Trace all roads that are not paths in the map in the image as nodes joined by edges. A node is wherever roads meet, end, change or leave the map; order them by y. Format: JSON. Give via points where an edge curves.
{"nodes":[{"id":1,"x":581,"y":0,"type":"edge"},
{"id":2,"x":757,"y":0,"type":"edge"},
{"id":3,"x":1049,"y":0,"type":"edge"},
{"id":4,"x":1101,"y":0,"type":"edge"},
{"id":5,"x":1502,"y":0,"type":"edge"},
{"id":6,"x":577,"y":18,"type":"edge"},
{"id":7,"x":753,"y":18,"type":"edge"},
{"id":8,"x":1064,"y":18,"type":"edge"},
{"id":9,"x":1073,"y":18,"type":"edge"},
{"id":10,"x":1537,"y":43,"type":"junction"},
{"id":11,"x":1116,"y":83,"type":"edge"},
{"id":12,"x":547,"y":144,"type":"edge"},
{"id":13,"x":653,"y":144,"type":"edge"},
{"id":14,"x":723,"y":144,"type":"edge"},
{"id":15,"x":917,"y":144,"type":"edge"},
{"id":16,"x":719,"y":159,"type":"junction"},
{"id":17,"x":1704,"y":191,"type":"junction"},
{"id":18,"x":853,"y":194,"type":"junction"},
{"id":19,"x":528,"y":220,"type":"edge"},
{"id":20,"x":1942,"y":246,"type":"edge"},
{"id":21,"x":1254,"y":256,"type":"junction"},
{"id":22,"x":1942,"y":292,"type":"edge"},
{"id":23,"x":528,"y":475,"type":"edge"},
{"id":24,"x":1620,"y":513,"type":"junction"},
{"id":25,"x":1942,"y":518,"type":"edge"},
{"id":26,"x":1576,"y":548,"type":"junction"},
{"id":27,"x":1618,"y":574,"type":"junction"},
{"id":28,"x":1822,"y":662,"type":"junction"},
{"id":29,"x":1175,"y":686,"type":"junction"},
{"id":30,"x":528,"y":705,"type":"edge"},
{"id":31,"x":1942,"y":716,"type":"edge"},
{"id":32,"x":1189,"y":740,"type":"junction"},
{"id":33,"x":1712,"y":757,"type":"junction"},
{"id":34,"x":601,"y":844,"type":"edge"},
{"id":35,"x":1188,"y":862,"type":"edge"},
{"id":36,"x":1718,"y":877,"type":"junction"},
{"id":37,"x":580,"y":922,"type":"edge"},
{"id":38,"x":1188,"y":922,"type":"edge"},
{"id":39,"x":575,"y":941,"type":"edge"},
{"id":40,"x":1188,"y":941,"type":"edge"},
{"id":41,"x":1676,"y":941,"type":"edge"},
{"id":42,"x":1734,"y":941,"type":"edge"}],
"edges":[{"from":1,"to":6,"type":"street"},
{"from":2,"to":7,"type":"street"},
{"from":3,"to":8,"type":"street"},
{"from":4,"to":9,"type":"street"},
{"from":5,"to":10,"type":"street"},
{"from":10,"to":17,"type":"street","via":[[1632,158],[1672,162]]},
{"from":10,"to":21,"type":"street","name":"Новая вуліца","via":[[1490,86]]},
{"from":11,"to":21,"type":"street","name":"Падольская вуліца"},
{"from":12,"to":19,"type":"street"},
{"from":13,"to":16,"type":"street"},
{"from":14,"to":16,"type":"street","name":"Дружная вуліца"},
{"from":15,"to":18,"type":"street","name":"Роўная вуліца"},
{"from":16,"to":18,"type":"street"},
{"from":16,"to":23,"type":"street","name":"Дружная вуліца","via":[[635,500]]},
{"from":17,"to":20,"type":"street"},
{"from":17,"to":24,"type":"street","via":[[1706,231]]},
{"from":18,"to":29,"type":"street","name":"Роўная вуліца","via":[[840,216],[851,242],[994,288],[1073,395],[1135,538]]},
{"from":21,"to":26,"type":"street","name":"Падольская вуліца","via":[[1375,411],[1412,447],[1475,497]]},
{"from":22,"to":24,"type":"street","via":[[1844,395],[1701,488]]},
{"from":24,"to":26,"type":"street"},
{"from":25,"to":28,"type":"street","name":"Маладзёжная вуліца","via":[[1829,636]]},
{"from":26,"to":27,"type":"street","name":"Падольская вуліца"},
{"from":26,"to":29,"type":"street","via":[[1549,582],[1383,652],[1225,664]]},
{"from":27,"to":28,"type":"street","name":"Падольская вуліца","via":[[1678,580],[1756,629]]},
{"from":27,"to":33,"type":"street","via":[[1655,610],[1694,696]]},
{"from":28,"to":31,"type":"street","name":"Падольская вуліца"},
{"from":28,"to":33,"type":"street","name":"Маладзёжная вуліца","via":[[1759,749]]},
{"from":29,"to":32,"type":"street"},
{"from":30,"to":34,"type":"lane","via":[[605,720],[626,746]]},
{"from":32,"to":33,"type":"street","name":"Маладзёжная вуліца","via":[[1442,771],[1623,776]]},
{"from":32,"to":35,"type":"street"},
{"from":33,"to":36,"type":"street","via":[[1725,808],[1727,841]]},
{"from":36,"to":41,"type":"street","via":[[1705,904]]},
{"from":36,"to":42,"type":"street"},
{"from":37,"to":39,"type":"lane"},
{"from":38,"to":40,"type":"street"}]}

- Assigned task -
Restate the entries above. Match them exactly.

- Finished exercise -
Trace all roads that are not paths in the map in the image as nodes joined by edges. A node is wherever roads meet, end, change or leave the map; order them by y. Format: JSON. Give via points where an edge curves.
{"nodes":[{"id":1,"x":581,"y":0,"type":"edge"},
{"id":2,"x":757,"y":0,"type":"edge"},
{"id":3,"x":1049,"y":0,"type":"edge"},
{"id":4,"x":1101,"y":0,"type":"edge"},
{"id":5,"x":1502,"y":0,"type":"edge"},
{"id":6,"x":577,"y":18,"type":"edge"},
{"id":7,"x":753,"y":18,"type":"edge"},
{"id":8,"x":1064,"y":18,"type":"edge"},
{"id":9,"x":1073,"y":18,"type":"edge"},
{"id":10,"x":1537,"y":43,"type":"junction"},
{"id":11,"x":1116,"y":83,"type":"edge"},
{"id":12,"x":547,"y":144,"type":"edge"},
{"id":13,"x":653,"y":144,"type":"edge"},
{"id":14,"x":723,"y":144,"type":"edge"},
{"id":15,"x":917,"y":144,"type":"edge"},
{"id":16,"x":719,"y":159,"type":"junction"},
{"id":17,"x":1704,"y":191,"type":"junction"},
{"id":18,"x":853,"y":194,"type":"junction"},
{"id":19,"x":528,"y":220,"type":"edge"},
{"id":20,"x":1942,"y":246,"type":"edge"},
{"id":21,"x":1254,"y":256,"type":"junction"},
{"id":22,"x":1942,"y":292,"type":"edge"},
{"id":23,"x":528,"y":475,"type":"edge"},
{"id":24,"x":1620,"y":513,"type":"junction"},
{"id":25,"x":1942,"y":518,"type":"edge"},
{"id":26,"x":1576,"y":548,"type":"junction"},
{"id":27,"x":1618,"y":574,"type":"junction"},
{"id":28,"x":1822,"y":662,"type":"junction"},
{"id":29,"x":1175,"y":686,"type":"junction"},
{"id":30,"x":528,"y":705,"type":"edge"},
{"id":31,"x":1942,"y":716,"type":"edge"},
{"id":32,"x":1189,"y":740,"type":"junction"},
{"id":33,"x":1712,"y":757,"type":"junction"},
{"id":34,"x":601,"y":844,"type":"edge"},
{"id":35,"x":1188,"y":862,"type":"edge"},
{"id":36,"x":1718,"y":877,"type":"junction"},
{"id":37,"x":580,"y":922,"type":"edge"},
{"id":38,"x":1188,"y":922,"type":"edge"},
{"id":39,"x":575,"y":941,"type":"edge"},
{"id":40,"x":1188,"y":941,"type":"edge"},
{"id":41,"x":1676,"y":941,"type":"edge"},
{"id":42,"x":1734,"y":941,"type":"edge"}],
"edges":[{"from":1,"to":6,"type":"street"},
{"from":2,"to":7,"type":"street"},
{"from":3,"to":8,"type":"street"},
{"from":4,"to":9,"type":"street"},
{"from":5,"to":10,"type":"street"},
{"from":10,"to":17,"type":"street","via":[[1632,158],[1672,162]]},
{"from":10,"to":21,"type":"street","name":"Новая вуліца","via":[[1490,86]]},
{"from":11,"to":21,"type":"street","name":"Падольская вуліца"},
{"from":12,"to":19,"type":"street"},
{"from":13,"to":16,"type":"street"},
{"from":14,"to":16,"type":"street","name":"Дружная вуліца"},
{"from":15,"to":18,"type":"street","name":"Роўная вуліца"},
{"from":16,"to":18,"type":"street"},
{"from":16,"to":23,"type":"street","name":"Дружная вуліца","via":[[635,500]]},
{"from":17,"to":20,"type":"street"},
{"from":17,"to":24,"type":"street","via":[[1706,231]]},
{"from":18,"to":29,"type":"street","name":"Роўная вуліца","via":[[840,216],[851,242],[994,288],[1073,395],[1135,538]]},
{"from":21,"to":26,"type":"street","name":"Падольская вуліца","via":[[1375,411],[1412,447],[1475,497]]},
{"from":22,"to":24,"type":"street","via":[[1844,395],[1701,488]]},
{"from":24,"to":26,"type":"street"},
{"from":25,"to":28,"type":"street","name":"Маладзёжная вуліца","via":[[1829,636]]},
{"from":26,"to":27,"type":"street","name":"Падольская вуліца"},
{"from":26,"to":29,"type":"street","via":[[1549,582],[1383,652],[1225,664]]},
{"from":27,"to":28,"type":"street","name":"Падольская вуліца","via":[[1678,580],[1756,629]]},
{"from":27,"to":33,"type":"street","via":[[1655,610],[1694,696]]},
{"from":28,"to":31,"type":"street","name":"Падольская вуліца"},
{"from":28,"to":33,"type":"street","name":"Маладзёжная вуліца","via":[[1759,749]]},
{"from":29,"to":32,"type":"street"},
{"from":30,"to":34,"type":"lane","via":[[605,720],[626,746]]},
{"from":32,"to":33,"type":"street","name":"Маладзёжная вуліца","via":[[1442,771],[1623,776]]},
{"from":32,"to":35,"type":"street"},
{"from":33,"to":36,"type":"street","via":[[1725,808],[1727,841]]},
{"from":36,"to":41,"type":"street","via":[[1705,904]]},
{"from":36,"to":42,"type":"street"},
{"from":37,"to":39,"type":"lane"},
{"from":38,"to":40,"type":"street"}]}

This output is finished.